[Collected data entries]
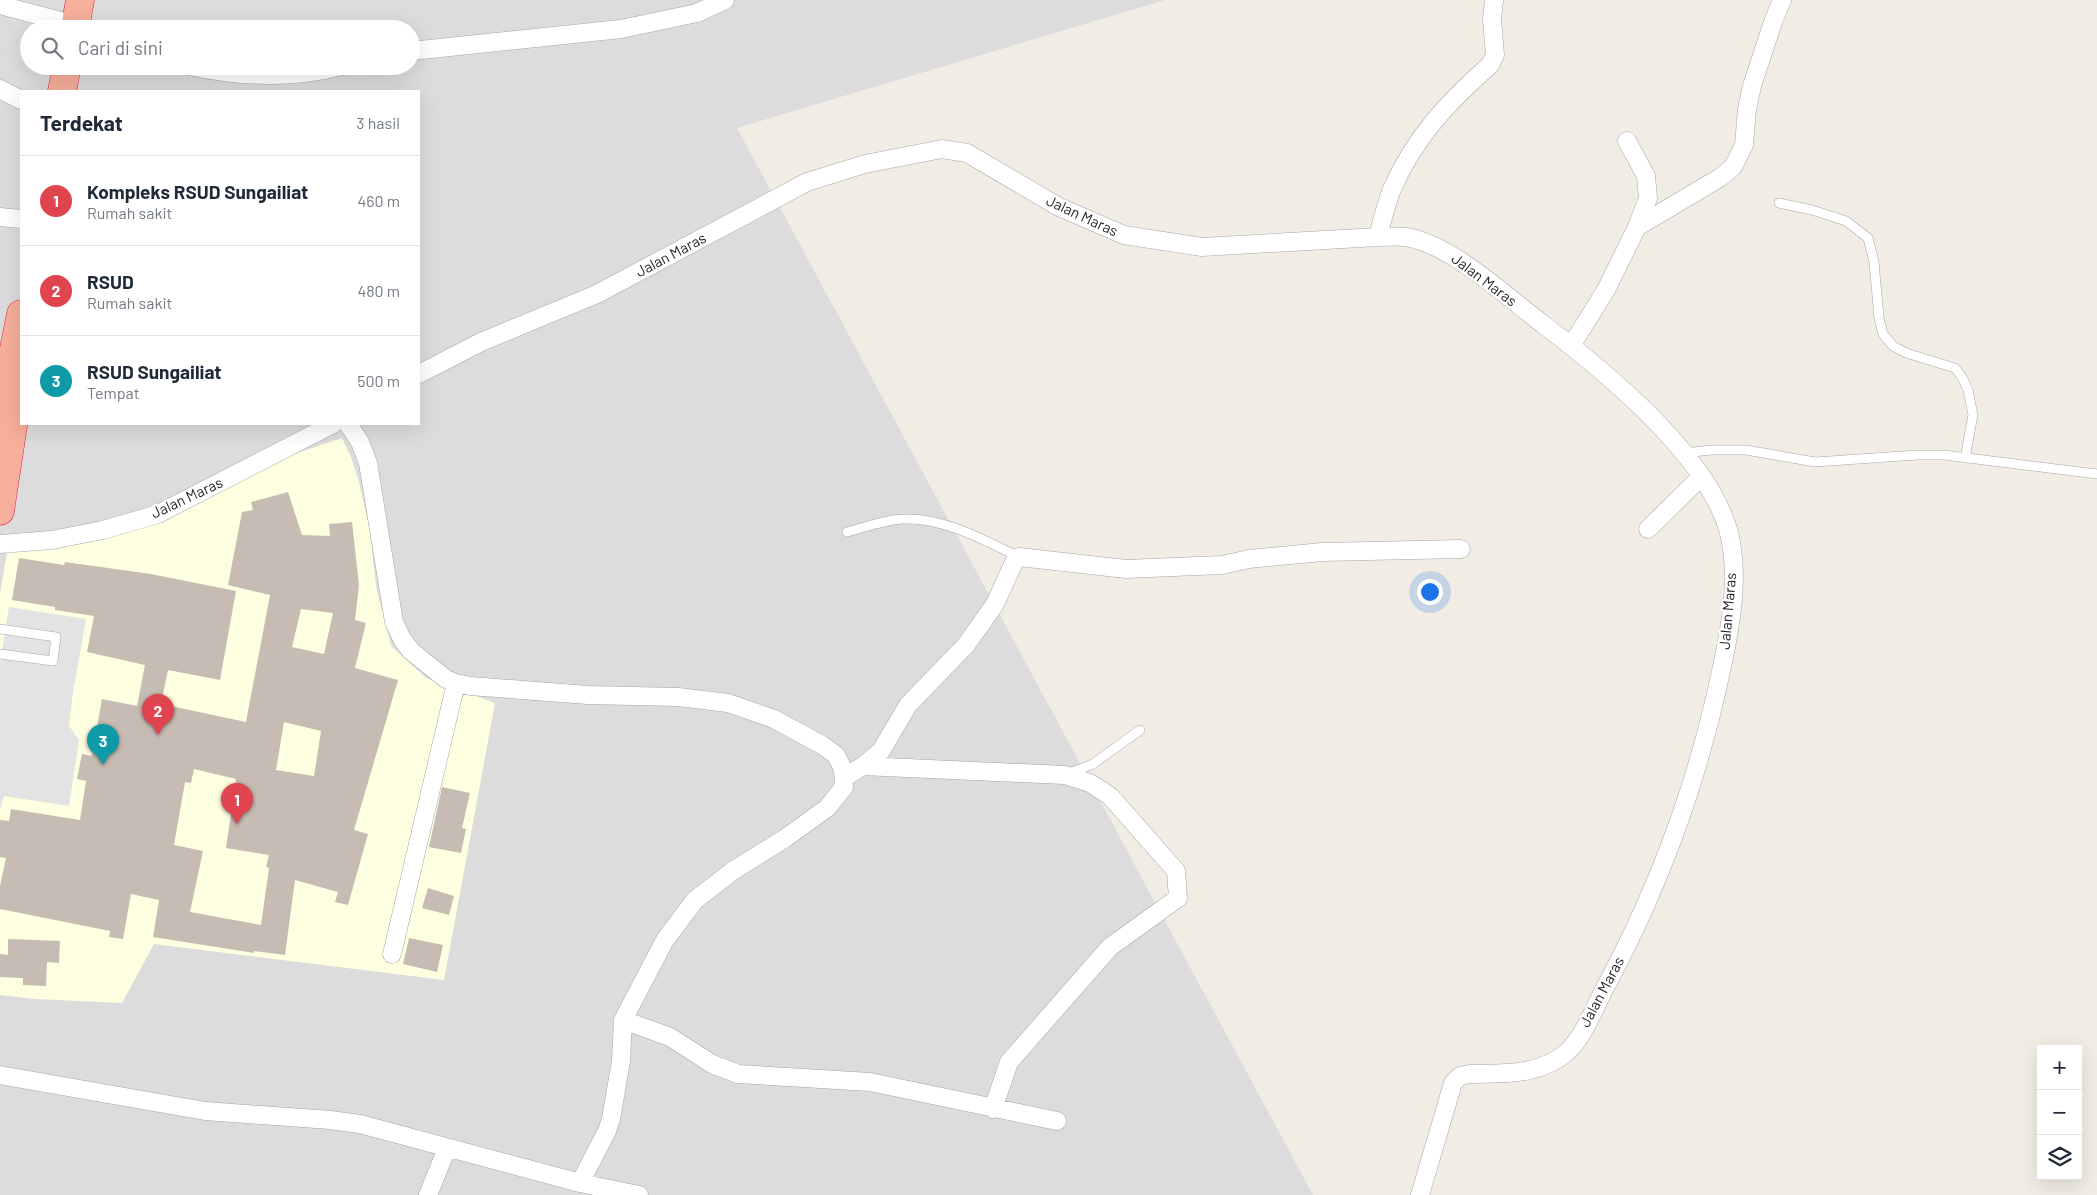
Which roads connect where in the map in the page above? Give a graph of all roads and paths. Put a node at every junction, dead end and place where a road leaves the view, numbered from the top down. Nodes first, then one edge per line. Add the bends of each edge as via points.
1 (94, 0) edge
2 (725, 0) edge
3 (1494, 0) edge
4 (1782, 0) edge
5 (0, 5) edge
6 (75, 20) edge
7 (81, 20) edge
8 (420, 50) edge
9 (65, 75) edge
10 (81, 75) edge
11 (261, 75) edge
12 (292, 75) edge
13 (0, 89) edge
14 (62, 90) edge
15 (78, 90) edge
16 (20, 99) edge
17 (1627, 141) dead end
18 (1779, 203) dead end
19 (0, 217) edge
20 (20, 219) edge
21 (1637, 227) junction
22 (1378, 237) junction
23 (20, 319) edge
24 (1571, 346) junction
25 (420, 373) edge
26 (20, 391) edge
27 (0, 419) edge
28 (331, 425) edge
29 (349, 425) edge
30 (1683, 453) junction
31 (1965, 458) junction
32 (2097, 474) edge
33 (1701, 476) junction
34 (0, 511) edge
35 (1648, 530) dead end
36 (847, 532) dead end
37 (0, 544) edge
38 (1461, 549) dead end
39 (1019, 557) junction
40 (0, 629) edge
41 (0, 654) edge
42 (456, 683) junction
43 (1140, 730) dead end
44 (863, 766) junction
45 (1065, 775) junction
46 (845, 777) junction
47 (392, 954) dead end
48 (623, 1020) junction
49 (0, 1075) edge
50 (994, 1109) junction
51 (1057, 1121) dead end
52 (448, 1148) junction
53 (580, 1183) junction
54 (428, 1195) edge
55 (639, 1195) edge
56 (1420, 1195) edge

1 - 7 highway
2 - 8 street via 697,13 621,29
3 - 22 street via 1494,55 1490,65 1438,114 1418,143 1392,189
4 - 21 street via 1752,86 1744,145 1734,167
5 - 6 street
9 - 14 highway
10 - 15 highway
11 - 12 street
13 - 16 street
17 - 21 street via 1646,176 1648,188 1648,198
18 - 31 lane via 1846,221 1868,238 1884,334 1893,346 1906,353 1955,368 1968,390 1973,415
19 - 20 street
21 - 24 street via 1606,290
22 - 24 street, Jalan Maras via 1406,237 1456,257
22 - 25 street, Jalan Maras via 1202,247 1124,235 1059,207 967,153 942,149 865,164 806,182 597,294 482,342
23 - 27 highway
24 - 30 street, Jalan Maras via 1658,423
26 - 34 highway
28 - 37 street, Jalan Maras via 158,514 52,540
29 - 42 street via 368,463 390,605 398,631 418,657
30 - 31 lane via 1746,450 1815,462 1917,455
30 - 33 street, Jalan Maras
31 - 32 lane
33 - 35 street
33 - 56 street, Jalan Maras via 1728,529 1732,553 1733,590 1728,640 1708,732 1654,890 1577,1040 1567,1052 1533,1071 1470,1074 1460,1076 1453,1083
36 - 39 lane via 886,521 915,519 966,533
38 - 39 street via 1322,552 1222,565 1126,570
39 - 44 street via 995,604 966,645 908,705 881,751
40 - 41 lane via 56,637 53,661
42 - 46 street via 588,695 678,697 728,704 774,719 822,745 836,755
42 - 47 street
43 - 45 lane via 1093,764
44 - 45 street
44 - 46 street
45 - 50 street via 1090,783 1110,796 1176,871 1178,898 1110,947 1008,1062
46 - 48 street via 842,791 827,808 695,900 664,940
48 - 50 street via 670,1037 712,1064 738,1074 870,1082
48 - 53 street via 621,1061 611,1119
49 - 52 street via 205,1111 360,1124
50 - 51 street
52 - 53 street
52 - 54 street
53 - 55 street

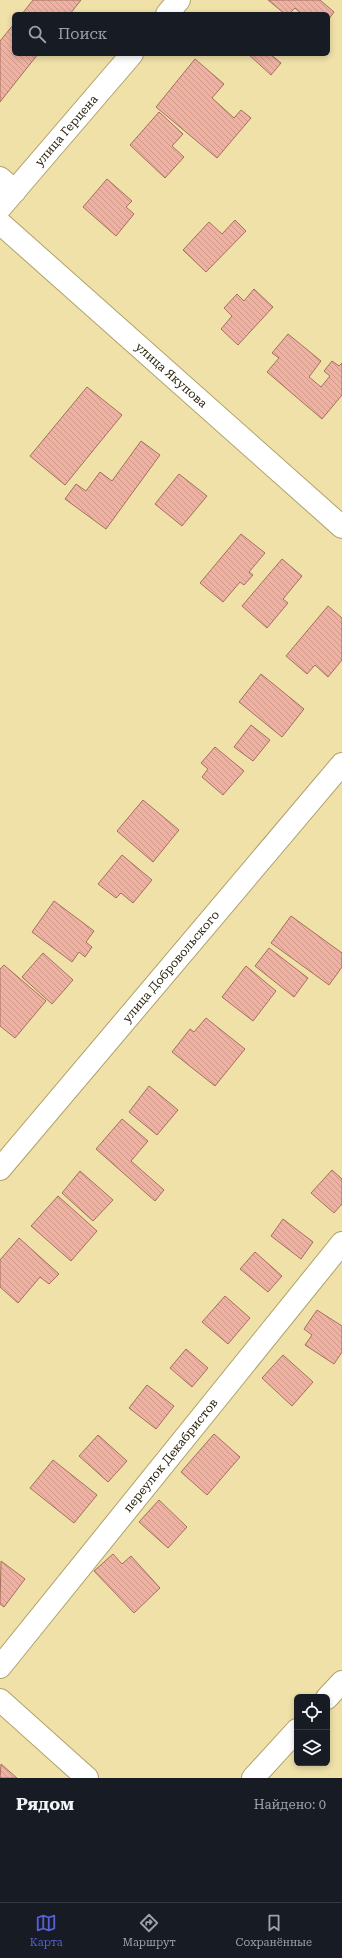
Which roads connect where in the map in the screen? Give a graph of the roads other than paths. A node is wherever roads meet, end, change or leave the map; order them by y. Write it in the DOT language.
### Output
graph roads {
  1 [pos="179,0"];
  2 [pos="169,12"];
  3 [pos="130,56"];
  4 [pos="7,184"];
  5 [pos="0,208"];
  6 [pos="0,222"];
  7 [pos="342,527"];
  8 [pos="342,764"];
  9 [pos="0,1169"];
  10 [pos="342,1243"];
  11 [pos="0,1667"];
  12 [pos="342,1682"];
  13 [pos="330,1695"];
  14 [pos="0,1700"];
  15 [pos="294,1733"];
  16 [pos="87,1778"];
  17 [pos="252,1778"];
  1 -- 2 [label="street"];
  3 -- 4 [label="street, улица Герцена"];
  4 -- 5 [label="street, улица Герцена"];
  6 -- 7 [label="street, улица Якупова"];
  8 -- 9 [label="street, улица Добровольского"];
  10 -- 11 [label="street, переулок Декабристов"];
  12 -- 13 [label="street"];
  14 -- 16 [label="street"];
  15 -- 17 [label="street"];
}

* TRY IT:
Copy each line of the records that contains the word "roads".

* OUTPUT FOR THIS EXERCISE:
Which roads connect where in the map in the page above? Give a graph of all roads and paths. Put a node at every junction, dead end and place where a road leaves the view, numbered from the top down. Nodes first, then one edge per line. Add the bends of each edge as via points.
Which roads connect where in the map in the screen? Give a graph of the roads other than paths. A node is wherever roads meet, end, change or leave the map; order them by y. Write it in the DOT language.
graph roads {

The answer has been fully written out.